Exercise description :: Scan the data below for lines holding the word "OHAFIA", and copy each line found.

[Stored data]
____________

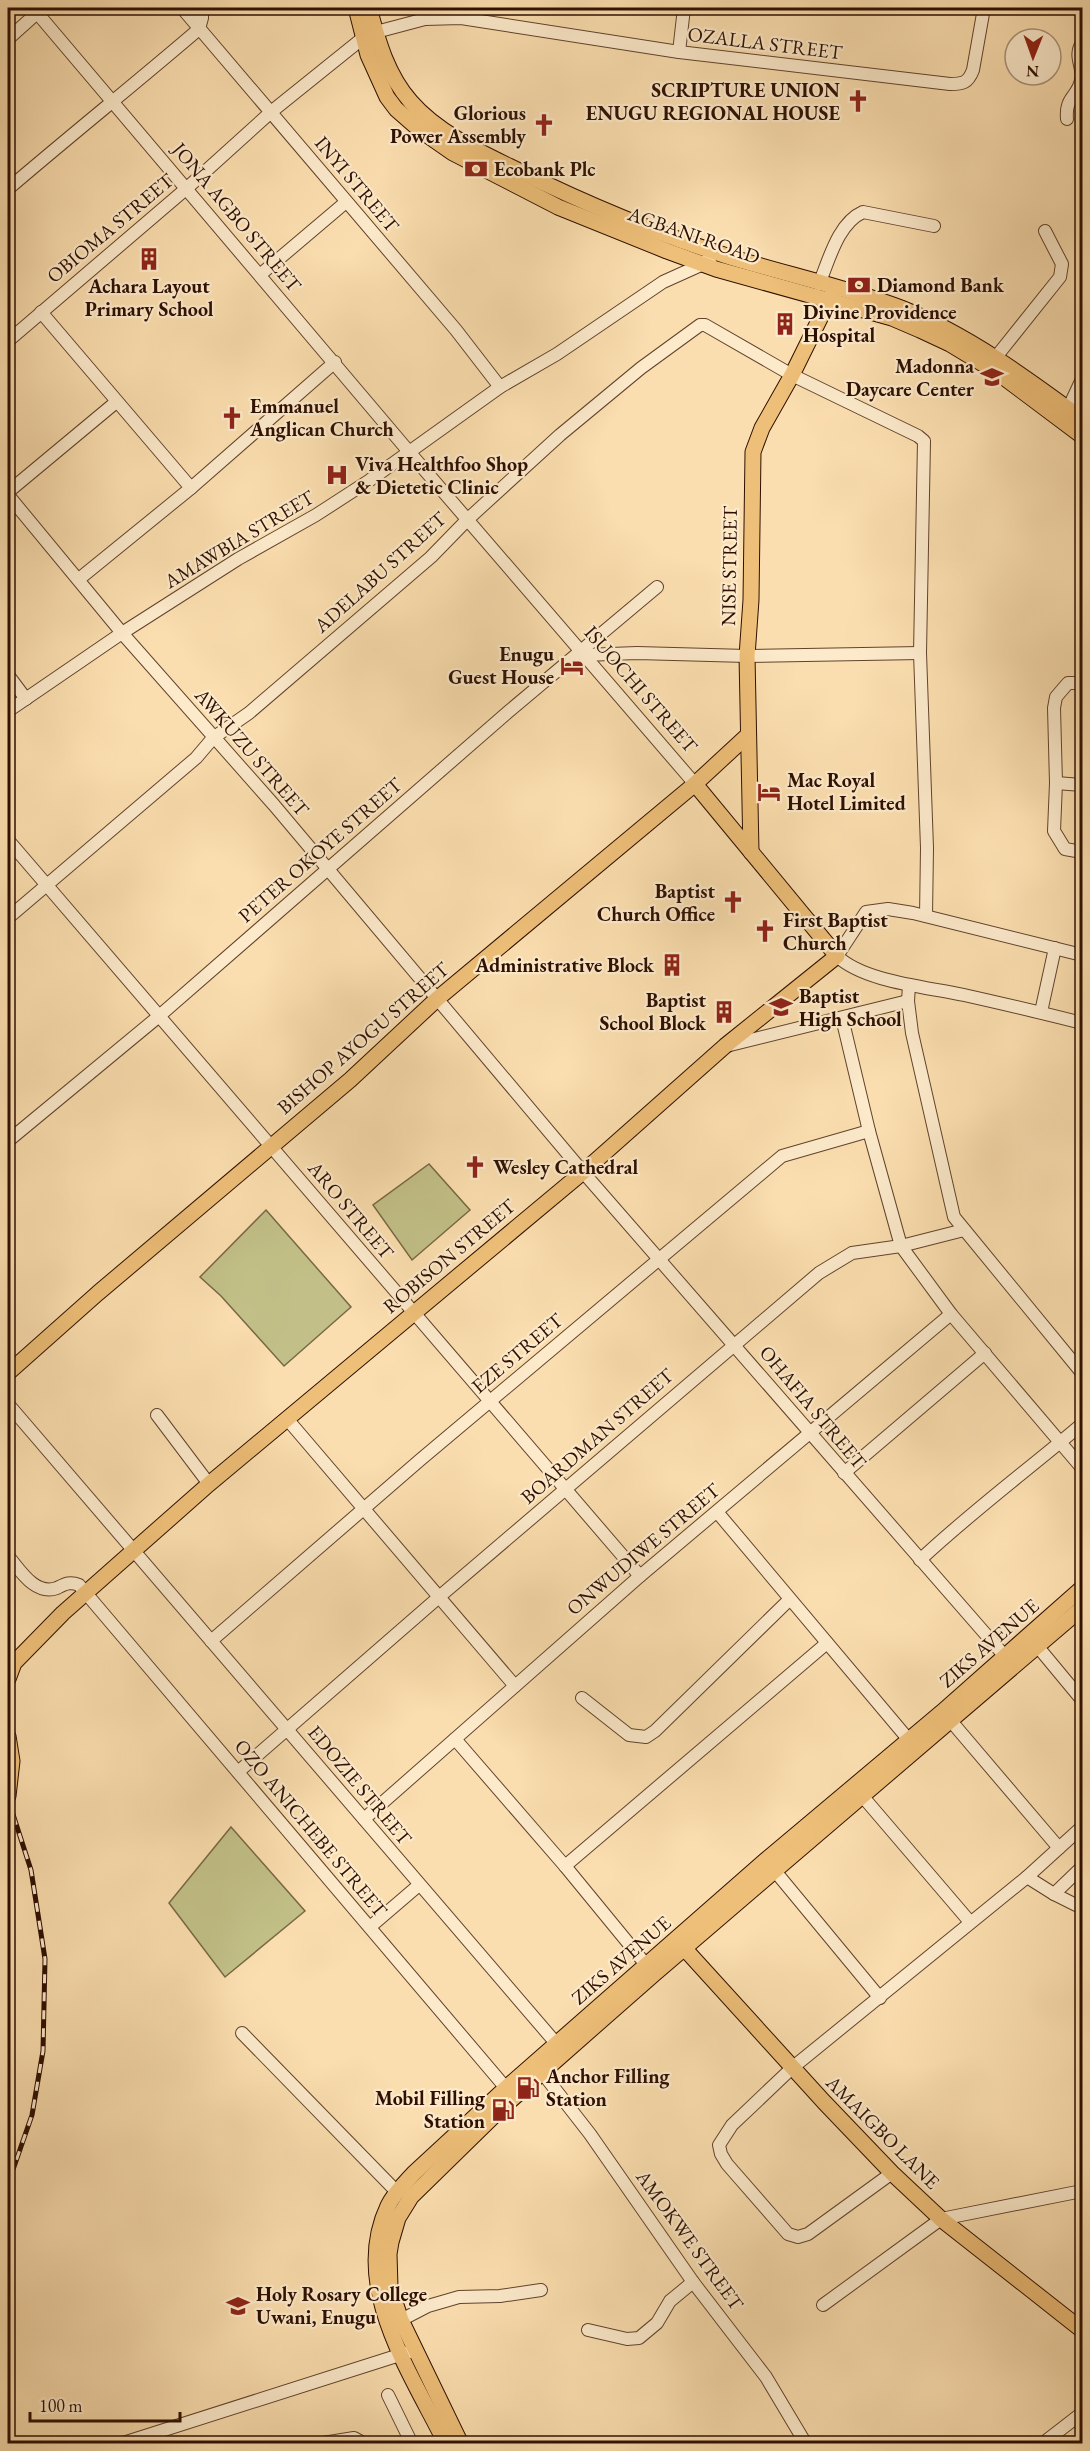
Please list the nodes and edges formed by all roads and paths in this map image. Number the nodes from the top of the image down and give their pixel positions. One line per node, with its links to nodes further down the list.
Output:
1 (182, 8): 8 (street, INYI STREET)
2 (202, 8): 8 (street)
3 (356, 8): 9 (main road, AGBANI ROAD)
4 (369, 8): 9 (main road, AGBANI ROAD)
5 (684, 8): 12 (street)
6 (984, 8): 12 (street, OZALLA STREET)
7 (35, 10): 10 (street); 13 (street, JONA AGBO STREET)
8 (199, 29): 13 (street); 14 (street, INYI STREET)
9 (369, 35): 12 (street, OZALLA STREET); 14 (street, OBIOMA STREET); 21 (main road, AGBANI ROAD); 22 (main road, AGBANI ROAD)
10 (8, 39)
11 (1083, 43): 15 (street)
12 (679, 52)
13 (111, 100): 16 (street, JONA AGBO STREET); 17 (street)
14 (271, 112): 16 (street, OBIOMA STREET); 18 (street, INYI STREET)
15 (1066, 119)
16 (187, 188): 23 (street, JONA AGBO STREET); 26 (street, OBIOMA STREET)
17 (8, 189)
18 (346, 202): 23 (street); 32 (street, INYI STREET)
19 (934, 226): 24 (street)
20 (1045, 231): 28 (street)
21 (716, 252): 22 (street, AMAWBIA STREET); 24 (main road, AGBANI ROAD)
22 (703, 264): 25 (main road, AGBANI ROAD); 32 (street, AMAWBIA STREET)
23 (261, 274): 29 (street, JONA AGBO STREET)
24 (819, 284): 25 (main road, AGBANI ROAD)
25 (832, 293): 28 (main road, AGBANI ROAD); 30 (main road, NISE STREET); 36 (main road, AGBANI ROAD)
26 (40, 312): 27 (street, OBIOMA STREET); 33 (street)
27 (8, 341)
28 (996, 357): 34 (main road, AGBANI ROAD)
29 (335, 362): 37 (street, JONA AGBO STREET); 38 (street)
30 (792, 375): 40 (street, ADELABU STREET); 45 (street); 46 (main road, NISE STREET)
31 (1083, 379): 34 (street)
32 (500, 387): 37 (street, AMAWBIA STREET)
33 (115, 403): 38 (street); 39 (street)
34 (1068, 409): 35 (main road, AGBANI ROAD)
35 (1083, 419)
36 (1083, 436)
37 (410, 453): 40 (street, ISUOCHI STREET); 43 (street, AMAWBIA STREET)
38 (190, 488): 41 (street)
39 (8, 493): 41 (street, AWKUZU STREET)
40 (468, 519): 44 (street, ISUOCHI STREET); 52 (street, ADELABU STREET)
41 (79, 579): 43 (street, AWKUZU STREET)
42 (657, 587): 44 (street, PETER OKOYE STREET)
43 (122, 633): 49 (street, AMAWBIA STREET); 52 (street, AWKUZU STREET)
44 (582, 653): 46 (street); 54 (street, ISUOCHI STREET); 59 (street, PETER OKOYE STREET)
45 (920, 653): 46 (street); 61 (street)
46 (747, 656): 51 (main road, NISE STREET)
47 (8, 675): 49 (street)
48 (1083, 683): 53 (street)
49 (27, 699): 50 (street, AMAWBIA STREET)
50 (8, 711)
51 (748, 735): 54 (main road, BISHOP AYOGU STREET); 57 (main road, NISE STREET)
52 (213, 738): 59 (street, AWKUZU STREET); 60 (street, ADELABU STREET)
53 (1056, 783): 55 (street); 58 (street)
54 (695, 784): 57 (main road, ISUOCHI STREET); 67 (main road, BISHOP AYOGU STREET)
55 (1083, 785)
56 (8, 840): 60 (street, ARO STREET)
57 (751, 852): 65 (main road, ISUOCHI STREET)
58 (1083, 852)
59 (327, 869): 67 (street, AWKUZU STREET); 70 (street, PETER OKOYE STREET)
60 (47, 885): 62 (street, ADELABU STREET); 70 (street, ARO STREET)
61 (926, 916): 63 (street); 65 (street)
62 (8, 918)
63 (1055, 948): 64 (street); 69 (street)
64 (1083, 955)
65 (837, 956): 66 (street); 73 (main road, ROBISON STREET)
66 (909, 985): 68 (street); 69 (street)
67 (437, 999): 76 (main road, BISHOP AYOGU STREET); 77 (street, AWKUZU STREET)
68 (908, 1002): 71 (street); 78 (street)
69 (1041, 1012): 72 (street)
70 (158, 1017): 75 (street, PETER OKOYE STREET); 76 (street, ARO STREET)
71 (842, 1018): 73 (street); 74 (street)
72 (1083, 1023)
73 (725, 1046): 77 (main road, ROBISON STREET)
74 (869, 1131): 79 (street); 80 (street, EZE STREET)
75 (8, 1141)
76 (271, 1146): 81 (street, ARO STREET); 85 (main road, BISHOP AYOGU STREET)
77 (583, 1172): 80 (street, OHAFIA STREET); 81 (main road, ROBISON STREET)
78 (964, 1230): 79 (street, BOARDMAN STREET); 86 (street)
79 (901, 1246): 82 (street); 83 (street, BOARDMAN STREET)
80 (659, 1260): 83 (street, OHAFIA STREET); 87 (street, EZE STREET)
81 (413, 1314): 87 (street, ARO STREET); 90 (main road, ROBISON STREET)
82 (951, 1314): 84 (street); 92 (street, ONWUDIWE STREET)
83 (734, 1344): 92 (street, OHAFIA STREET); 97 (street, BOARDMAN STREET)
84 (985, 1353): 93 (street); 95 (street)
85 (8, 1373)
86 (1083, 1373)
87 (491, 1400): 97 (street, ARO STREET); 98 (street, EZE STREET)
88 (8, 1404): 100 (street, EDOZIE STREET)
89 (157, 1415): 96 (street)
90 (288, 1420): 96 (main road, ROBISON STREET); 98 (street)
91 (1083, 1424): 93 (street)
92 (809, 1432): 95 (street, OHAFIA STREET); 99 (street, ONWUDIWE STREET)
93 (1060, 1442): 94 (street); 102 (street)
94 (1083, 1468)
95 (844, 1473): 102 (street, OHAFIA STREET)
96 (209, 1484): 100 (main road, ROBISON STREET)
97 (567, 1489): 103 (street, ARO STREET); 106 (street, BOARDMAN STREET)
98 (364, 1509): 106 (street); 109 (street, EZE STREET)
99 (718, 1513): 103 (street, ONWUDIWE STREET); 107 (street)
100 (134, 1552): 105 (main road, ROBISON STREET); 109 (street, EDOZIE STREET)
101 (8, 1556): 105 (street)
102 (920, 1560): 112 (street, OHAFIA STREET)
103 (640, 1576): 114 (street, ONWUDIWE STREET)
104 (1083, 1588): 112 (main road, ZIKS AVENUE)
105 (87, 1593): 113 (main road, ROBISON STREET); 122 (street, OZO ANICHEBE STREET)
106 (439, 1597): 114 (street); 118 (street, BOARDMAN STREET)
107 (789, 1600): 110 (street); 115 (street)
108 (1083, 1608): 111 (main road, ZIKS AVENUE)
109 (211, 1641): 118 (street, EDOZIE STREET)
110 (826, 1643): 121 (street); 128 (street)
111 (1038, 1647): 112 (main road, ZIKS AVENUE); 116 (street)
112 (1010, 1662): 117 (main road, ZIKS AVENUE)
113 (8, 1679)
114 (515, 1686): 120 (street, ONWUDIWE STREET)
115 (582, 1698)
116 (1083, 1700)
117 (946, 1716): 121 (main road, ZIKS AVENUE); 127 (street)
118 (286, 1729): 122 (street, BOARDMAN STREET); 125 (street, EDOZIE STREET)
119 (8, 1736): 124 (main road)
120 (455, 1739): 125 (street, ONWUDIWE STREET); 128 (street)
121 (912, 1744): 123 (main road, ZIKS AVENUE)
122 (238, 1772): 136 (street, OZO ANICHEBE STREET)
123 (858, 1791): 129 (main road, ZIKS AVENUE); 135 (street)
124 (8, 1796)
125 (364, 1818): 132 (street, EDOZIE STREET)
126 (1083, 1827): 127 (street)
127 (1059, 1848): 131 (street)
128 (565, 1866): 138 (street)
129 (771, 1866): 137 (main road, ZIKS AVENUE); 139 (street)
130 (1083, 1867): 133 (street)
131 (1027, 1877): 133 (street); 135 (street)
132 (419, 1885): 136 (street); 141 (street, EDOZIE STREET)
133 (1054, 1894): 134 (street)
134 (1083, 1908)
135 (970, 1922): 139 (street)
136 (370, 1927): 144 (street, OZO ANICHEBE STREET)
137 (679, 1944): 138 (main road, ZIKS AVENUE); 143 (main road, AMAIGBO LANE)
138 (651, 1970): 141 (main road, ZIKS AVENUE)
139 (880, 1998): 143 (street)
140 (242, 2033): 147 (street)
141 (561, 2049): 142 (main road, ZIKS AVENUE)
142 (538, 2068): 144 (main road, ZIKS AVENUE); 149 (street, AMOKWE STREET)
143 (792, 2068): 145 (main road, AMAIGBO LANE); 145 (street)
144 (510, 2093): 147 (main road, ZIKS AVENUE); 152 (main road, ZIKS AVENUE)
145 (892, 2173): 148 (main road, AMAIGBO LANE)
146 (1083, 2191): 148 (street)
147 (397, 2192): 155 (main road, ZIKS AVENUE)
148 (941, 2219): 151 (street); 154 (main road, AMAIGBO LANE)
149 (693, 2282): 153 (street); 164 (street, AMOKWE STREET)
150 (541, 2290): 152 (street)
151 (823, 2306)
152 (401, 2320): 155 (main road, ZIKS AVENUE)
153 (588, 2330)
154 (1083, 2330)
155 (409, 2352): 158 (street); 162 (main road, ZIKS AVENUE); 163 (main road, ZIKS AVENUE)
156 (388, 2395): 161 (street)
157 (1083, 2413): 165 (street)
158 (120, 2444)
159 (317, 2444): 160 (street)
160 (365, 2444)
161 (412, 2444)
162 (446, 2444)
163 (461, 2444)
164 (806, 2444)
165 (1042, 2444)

____________

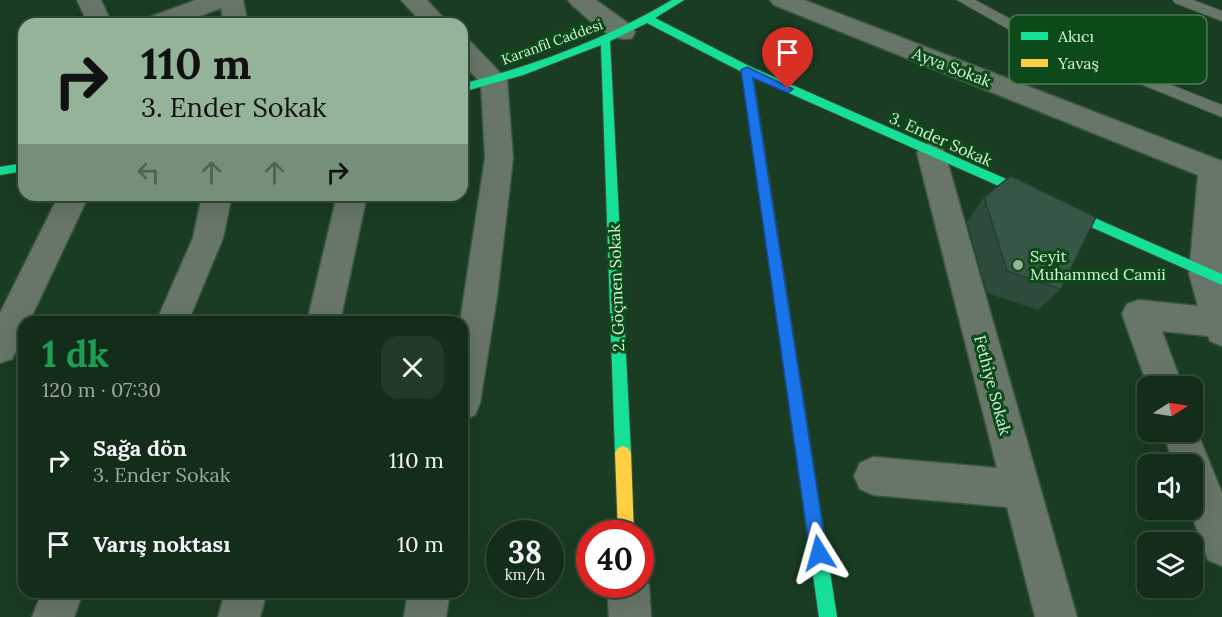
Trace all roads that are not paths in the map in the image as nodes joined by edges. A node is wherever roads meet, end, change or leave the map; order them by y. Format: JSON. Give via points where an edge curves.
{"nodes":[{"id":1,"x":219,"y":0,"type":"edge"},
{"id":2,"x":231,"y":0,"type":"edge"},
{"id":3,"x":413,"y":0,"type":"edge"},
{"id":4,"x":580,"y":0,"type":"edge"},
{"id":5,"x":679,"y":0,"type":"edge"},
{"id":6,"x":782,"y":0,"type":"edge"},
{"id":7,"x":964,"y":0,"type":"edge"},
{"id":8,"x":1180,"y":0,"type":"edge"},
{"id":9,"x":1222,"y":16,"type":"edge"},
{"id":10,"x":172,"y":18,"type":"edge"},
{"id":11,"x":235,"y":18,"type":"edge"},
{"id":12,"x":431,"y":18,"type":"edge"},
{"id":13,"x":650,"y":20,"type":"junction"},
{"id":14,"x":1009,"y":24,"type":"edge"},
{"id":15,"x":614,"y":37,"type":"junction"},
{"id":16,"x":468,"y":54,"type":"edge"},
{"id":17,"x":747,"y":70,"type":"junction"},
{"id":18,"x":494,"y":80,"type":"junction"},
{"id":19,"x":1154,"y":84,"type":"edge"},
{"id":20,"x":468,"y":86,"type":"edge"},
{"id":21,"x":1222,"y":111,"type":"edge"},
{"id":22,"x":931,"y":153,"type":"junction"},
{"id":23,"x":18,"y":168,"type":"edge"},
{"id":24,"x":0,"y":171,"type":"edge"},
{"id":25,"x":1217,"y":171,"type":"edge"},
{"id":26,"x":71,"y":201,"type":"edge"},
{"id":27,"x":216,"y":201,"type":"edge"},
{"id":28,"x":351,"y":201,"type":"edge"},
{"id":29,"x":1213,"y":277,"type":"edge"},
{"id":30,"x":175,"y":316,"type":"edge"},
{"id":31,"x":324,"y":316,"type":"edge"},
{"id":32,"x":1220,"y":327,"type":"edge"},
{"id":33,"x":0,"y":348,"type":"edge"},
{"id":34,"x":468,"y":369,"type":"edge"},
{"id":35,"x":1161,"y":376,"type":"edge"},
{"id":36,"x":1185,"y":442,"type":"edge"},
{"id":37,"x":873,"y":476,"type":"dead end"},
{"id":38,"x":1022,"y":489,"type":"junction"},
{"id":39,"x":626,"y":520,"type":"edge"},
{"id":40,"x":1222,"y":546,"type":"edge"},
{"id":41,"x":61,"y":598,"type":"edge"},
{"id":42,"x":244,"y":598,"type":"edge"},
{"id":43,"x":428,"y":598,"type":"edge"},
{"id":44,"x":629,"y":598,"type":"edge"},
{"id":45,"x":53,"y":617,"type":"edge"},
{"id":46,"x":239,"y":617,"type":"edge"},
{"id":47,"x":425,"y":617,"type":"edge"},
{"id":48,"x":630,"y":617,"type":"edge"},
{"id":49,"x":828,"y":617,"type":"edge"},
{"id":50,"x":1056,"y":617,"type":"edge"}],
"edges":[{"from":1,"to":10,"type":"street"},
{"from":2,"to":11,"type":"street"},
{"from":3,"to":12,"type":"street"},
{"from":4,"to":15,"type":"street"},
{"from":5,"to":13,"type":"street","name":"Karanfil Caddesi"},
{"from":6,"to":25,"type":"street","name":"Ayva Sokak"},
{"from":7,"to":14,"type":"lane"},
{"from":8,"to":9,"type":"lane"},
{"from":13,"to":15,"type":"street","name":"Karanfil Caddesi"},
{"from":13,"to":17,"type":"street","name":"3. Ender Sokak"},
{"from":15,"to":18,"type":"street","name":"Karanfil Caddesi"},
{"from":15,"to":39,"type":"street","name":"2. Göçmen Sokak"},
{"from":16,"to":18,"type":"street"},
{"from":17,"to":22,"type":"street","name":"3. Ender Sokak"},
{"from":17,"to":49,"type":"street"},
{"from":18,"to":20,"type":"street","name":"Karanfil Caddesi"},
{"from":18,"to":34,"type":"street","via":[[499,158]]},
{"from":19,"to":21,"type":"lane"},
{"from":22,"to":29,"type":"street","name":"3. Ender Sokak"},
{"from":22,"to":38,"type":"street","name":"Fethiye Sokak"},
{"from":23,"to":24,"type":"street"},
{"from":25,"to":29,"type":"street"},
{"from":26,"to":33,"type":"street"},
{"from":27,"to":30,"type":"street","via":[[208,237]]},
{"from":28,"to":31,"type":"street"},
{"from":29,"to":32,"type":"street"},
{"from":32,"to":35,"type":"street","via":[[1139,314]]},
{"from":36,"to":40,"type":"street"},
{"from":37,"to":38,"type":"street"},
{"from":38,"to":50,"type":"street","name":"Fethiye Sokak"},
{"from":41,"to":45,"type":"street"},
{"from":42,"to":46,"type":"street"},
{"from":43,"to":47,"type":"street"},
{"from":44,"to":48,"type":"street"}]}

____________

Response to the exercise ::
77 (583, 1172): 80 (street, OHAFIA STREET); 81 (main road, ROBISON STREET)
80 (659, 1260): 83 (street, OHAFIA STREET); 87 (street, EZE STREET)
83 (734, 1344): 92 (street, OHAFIA STREET); 97 (street, BOARDMAN STREET)
92 (809, 1432): 95 (street, OHAFIA STREET); 99 (street, ONWUDIWE STREET)
95 (844, 1473): 102 (street, OHAFIA STREET)
102 (920, 1560): 112 (street, OHAFIA STREET)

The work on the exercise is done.